Hetzel believes the keys to revival will be more residents and more diverse businesses. The ongoing wave of high-rise construction and new residential projects could roughly double the area’s population, and it will be important to provide the newcomers with more than just bars and music.
“One of my goals is to create more of a mixed-use environment including residential and office, so the neighborhood’s more resilient to shocks and changes,” Hetzel explains. “Not being solely dependent on being an entertainment district, that transition will seem very wise, because for the restaurants and bars it will be easier to bounce back when there’s a lot of other stuff going on in the neighborhood.”
He adds that although new small businesses are basically “paused” and the office market is in jeopardy, the major developments in Deep Ellum are still moving forward since planners expect that their long-term projects will be opening after American life returns to a more normal state.
“I hope the neighborhood comes back stronger than ever because it’s shown the value of what the Deep Ellum businesses offer,” says Evans, who is one of Madison Partners’ tenants. “That mix of entertainment and art and now residences. It’s going to be an interesting future.”

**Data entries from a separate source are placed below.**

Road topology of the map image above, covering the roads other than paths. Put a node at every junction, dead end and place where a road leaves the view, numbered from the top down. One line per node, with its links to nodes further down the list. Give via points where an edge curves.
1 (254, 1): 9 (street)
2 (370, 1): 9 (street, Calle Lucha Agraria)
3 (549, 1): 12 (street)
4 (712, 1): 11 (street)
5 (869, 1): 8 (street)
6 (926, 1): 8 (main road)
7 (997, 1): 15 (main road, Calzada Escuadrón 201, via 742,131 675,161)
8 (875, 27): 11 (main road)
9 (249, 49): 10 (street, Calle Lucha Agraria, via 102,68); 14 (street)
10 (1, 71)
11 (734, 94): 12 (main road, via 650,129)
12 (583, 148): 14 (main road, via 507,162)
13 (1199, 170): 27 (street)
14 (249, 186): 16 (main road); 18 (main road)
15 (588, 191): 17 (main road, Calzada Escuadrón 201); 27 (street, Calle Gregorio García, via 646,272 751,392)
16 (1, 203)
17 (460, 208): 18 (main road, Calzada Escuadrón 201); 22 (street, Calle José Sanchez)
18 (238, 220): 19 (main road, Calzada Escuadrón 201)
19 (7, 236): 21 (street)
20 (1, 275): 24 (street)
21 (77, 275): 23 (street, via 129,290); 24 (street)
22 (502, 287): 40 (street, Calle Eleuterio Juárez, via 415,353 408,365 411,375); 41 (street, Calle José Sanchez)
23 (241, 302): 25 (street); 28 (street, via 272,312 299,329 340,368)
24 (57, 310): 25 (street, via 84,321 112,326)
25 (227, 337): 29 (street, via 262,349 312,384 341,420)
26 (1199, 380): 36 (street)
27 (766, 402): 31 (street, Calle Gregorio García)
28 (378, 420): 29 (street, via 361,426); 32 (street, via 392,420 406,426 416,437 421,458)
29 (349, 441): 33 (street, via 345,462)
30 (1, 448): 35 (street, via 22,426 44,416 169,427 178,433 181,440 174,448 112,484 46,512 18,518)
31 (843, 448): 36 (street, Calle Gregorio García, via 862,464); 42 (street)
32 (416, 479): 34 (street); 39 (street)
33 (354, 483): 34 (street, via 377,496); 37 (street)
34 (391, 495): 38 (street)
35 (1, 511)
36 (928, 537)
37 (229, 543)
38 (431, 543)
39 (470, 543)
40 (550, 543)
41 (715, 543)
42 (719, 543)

“I think the neighborhood will be fine,” Campagna adds. “The neighborhood’s always fine. It’s just about bouncing back.”
For the most part, business owners in the neighborhood are keeping optimistic about bouncing back. In the absence of a medical miracle or a government bailout for the service industry, Deep Ellum is turning to the one thing it can rely on: its sense of community.
“There have been a lot of times throughout the years where tragedy has struck,” Freedman says, pointing to events like the 2018 death of Brick and Bones general manager Ian Brooks, killed in a hit-and-run traffic accident. “And time and time again when that sort of thing happens, you see people come to the aid of one another. It’s a real tragedy that it has to happen, but it’s a beautiful thing that it does.”